YOUR TASK — Gather every line below where "Jalan" appears.

Collection entries:
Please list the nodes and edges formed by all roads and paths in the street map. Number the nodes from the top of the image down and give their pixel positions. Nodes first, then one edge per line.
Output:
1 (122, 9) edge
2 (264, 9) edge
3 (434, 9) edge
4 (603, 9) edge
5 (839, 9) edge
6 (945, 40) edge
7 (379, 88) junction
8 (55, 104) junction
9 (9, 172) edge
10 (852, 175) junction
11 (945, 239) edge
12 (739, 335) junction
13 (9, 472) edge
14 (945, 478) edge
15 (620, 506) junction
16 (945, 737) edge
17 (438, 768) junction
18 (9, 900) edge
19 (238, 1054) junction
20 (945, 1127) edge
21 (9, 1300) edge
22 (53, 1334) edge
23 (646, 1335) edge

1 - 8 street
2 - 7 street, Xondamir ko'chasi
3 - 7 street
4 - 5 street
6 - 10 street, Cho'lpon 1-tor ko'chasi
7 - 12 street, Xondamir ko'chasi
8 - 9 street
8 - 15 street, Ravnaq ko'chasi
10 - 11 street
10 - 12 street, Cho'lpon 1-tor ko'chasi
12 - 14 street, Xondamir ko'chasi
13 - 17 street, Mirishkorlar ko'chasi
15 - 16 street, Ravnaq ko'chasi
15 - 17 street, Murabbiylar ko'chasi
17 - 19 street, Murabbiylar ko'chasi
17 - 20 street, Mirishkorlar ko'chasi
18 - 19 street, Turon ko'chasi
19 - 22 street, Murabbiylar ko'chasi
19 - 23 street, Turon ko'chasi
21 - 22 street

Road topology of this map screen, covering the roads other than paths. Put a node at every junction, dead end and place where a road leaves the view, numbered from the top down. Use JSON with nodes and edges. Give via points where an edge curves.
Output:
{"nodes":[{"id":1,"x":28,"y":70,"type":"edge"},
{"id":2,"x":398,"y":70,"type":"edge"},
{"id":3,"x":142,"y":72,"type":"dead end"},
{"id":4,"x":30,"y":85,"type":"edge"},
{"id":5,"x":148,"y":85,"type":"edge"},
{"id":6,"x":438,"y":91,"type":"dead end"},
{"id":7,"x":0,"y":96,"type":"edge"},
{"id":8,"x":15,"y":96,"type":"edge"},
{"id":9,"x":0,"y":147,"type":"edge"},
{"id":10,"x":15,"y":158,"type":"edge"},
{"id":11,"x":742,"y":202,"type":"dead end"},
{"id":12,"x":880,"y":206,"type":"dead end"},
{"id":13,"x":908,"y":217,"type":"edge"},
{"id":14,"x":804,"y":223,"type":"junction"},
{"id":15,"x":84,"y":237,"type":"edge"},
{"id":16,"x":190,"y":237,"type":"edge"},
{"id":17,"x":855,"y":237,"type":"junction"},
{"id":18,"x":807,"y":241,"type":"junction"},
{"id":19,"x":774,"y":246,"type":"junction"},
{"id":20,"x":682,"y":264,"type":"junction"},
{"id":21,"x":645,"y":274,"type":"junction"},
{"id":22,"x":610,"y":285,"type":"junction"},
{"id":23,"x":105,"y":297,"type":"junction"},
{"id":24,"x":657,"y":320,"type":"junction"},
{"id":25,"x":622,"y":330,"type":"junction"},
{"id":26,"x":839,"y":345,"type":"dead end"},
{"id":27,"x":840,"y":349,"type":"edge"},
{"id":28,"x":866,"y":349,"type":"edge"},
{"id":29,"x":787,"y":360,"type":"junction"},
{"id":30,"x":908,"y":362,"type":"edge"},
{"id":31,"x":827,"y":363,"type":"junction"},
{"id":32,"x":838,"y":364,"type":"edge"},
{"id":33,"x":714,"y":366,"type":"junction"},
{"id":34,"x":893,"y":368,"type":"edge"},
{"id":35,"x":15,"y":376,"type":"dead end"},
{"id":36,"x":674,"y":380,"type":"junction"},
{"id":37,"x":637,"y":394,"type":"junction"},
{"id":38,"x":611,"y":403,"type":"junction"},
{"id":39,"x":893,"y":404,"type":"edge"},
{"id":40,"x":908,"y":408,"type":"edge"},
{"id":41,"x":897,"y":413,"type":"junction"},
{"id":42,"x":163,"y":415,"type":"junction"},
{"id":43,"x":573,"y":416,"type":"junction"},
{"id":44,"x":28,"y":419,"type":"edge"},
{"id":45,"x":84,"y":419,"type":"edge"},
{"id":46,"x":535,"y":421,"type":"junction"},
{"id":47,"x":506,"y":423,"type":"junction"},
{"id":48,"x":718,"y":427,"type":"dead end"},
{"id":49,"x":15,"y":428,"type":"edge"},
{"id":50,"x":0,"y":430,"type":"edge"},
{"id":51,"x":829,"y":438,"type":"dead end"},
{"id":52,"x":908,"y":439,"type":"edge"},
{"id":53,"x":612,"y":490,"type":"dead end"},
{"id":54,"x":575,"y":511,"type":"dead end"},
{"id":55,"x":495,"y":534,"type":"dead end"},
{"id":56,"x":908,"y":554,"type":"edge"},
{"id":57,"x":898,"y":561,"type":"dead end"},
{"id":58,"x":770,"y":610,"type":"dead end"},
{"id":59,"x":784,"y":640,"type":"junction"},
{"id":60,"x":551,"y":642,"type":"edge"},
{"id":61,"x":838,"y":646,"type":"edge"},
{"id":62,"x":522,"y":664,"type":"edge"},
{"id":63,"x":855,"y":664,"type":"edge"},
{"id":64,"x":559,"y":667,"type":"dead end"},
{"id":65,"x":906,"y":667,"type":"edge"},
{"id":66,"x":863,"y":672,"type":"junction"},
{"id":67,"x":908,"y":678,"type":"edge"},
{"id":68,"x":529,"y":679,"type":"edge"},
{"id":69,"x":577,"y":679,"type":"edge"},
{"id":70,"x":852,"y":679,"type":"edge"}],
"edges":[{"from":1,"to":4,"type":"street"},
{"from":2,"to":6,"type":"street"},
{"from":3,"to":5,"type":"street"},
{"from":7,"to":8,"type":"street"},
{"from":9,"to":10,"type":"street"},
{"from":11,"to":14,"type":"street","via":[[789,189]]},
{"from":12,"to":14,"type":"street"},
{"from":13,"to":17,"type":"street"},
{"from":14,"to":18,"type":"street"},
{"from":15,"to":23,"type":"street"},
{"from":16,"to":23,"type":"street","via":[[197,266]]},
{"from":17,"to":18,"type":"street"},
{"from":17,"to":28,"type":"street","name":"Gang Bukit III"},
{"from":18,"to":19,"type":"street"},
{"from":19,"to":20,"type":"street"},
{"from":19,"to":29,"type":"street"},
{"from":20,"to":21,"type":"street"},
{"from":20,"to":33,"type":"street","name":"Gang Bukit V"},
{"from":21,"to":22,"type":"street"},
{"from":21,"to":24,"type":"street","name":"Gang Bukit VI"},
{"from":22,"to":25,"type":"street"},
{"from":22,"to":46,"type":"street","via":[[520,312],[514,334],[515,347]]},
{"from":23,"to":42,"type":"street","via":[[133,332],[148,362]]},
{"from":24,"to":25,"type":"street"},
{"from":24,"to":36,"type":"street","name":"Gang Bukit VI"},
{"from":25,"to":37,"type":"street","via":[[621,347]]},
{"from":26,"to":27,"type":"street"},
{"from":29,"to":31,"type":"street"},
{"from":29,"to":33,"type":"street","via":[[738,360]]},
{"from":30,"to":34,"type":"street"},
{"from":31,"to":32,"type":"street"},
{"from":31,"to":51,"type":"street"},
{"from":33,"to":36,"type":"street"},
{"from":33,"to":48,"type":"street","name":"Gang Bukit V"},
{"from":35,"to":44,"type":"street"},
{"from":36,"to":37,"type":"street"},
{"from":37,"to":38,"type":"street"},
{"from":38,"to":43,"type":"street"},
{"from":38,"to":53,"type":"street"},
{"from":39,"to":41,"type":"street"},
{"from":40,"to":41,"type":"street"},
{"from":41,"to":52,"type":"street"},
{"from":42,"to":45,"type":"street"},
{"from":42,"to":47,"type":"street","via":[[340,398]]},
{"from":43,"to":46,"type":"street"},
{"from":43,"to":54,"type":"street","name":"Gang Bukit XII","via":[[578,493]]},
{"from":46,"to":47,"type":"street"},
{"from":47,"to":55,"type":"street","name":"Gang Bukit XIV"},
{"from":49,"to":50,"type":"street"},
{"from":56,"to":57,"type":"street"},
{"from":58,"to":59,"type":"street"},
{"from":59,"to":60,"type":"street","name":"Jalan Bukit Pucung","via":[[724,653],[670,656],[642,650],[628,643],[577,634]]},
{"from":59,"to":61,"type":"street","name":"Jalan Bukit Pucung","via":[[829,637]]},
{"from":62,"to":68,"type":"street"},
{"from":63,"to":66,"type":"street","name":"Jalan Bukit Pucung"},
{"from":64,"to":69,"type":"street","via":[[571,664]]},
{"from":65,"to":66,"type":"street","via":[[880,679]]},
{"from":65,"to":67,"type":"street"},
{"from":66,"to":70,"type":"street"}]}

ANSWER SECTION —
{"from":59,"to":60,"type":"street","name":"Jalan Bukit Pucung","via":[[724,653],[670,656],[642,650],[628,643],[577,634]]},
{"from":59,"to":61,"type":"street","name":"Jalan Bukit Pucung","via":[[829,637]]},
{"from":63,"to":66,"type":"street","name":"Jalan Bukit Pucung"},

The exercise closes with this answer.